More on Sakharov's World as a Weapons Maker
Sakharov tried to find a military application for the Tsar Bomb in the Tsar Torpedo. “After testing the “big” device,” Sakharov recalled, “I was worried that it didn’t have a good carrier (bombers didn’t count because they’re easy to shoot down), in other words, in a military sense we were working in vain. I decided that an effective carrier could be a big torpedo fired from a submarine. I imagined that a nuclear jet engine that converted water to steam could be created for the torpedo.” Of course, destroying a port with a huge bomb, whether delivered underwater or by air, “inevitably would entail very large numbers of casualties.”
“I discussed this project with Rear Admiral Fomin. He was shocked by the ‘atrocious’ character of the project and noted in a conversation with me that military seamen were used to fighting armed adversaries in open battle and that the very idea of such mass killing was repugnant to him. I felt ashamed and never discussed my project with anyone else.”

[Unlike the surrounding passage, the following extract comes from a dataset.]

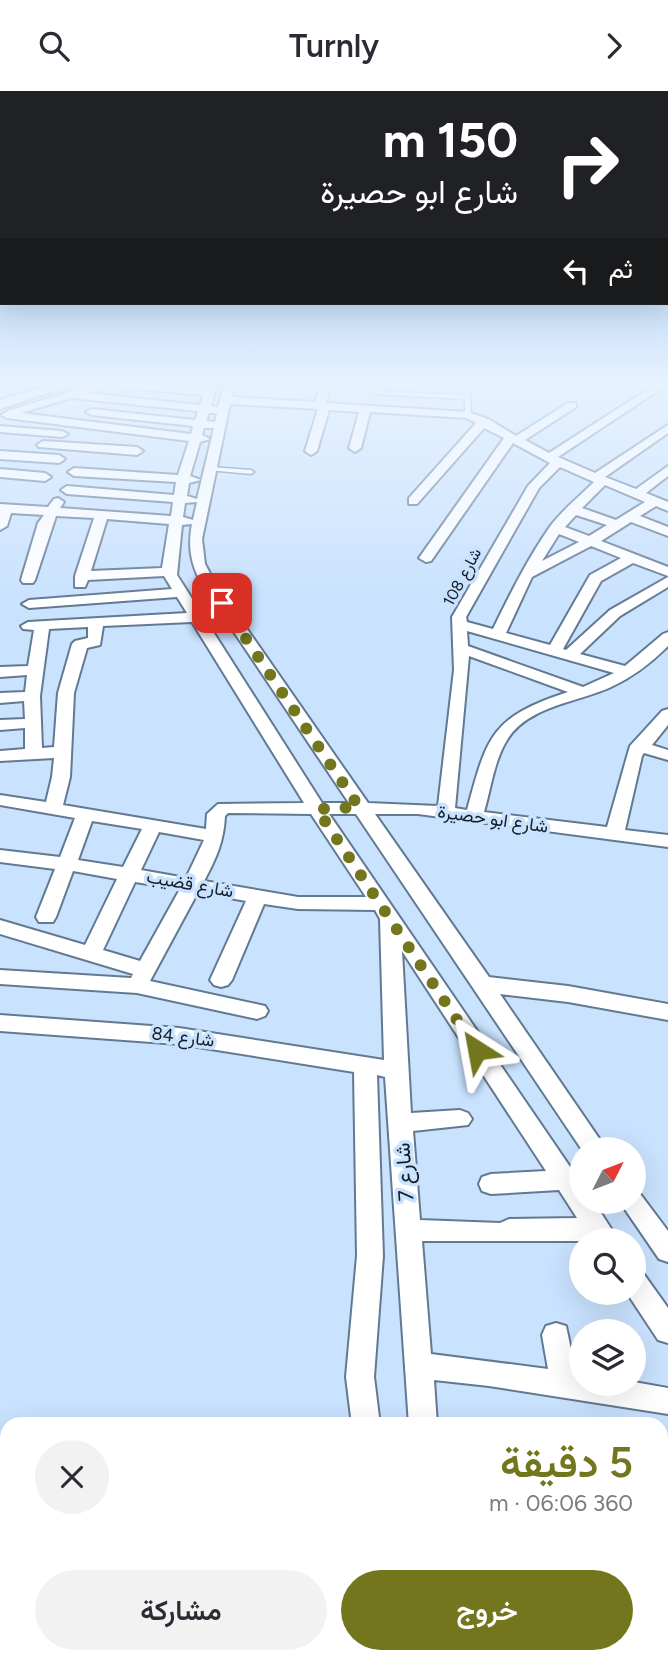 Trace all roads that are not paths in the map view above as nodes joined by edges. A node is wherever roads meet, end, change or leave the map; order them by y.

We know this story only from Sakharov’s Memoirs. Today, when much that was secret is now declassified, Sakharov’s tale tells us more about his conscience than about historical reality. The idea of a gigantic nuclear torpedo for attacking shore sites actually came up long before the Tsar Bomb. It wasn’t Sakharov’s idea, but was endorsed back in 1952 by Stalin.
The real dilemma was not what is more humane – to burn up a city’s population with a thermonuclear blast or to drown it in a giant wave. The real dilemma was how humanity could avoid nuclear war, and frightening a potential aggressor was a serious business. Sakharov worked at it conscientiously but also from inertia. It was to illustrate his mindset of the time that he later told the story of the Tsar Torpedo that never was.
Potential aggression, threats, political illusion, and weapons fantasies were the reality of the world in which Sakharov lived in his “heroic period.” This illusory world created what he recalled as a “sense of the exceptional and crucial importance of [his] work in preserving world balance through mutual deterrence (later they began speaking of the concept of Mutual Assured Destruction).”
Khrushchev lived in that same illusory world. He did not fully understand Sakharov’s stand against open-air bomb tests, but realized what forces moved the physicist who defied him. He felt something like awe for Sakharov and called him – even after later confrontations – “a moral crystal among scientists.”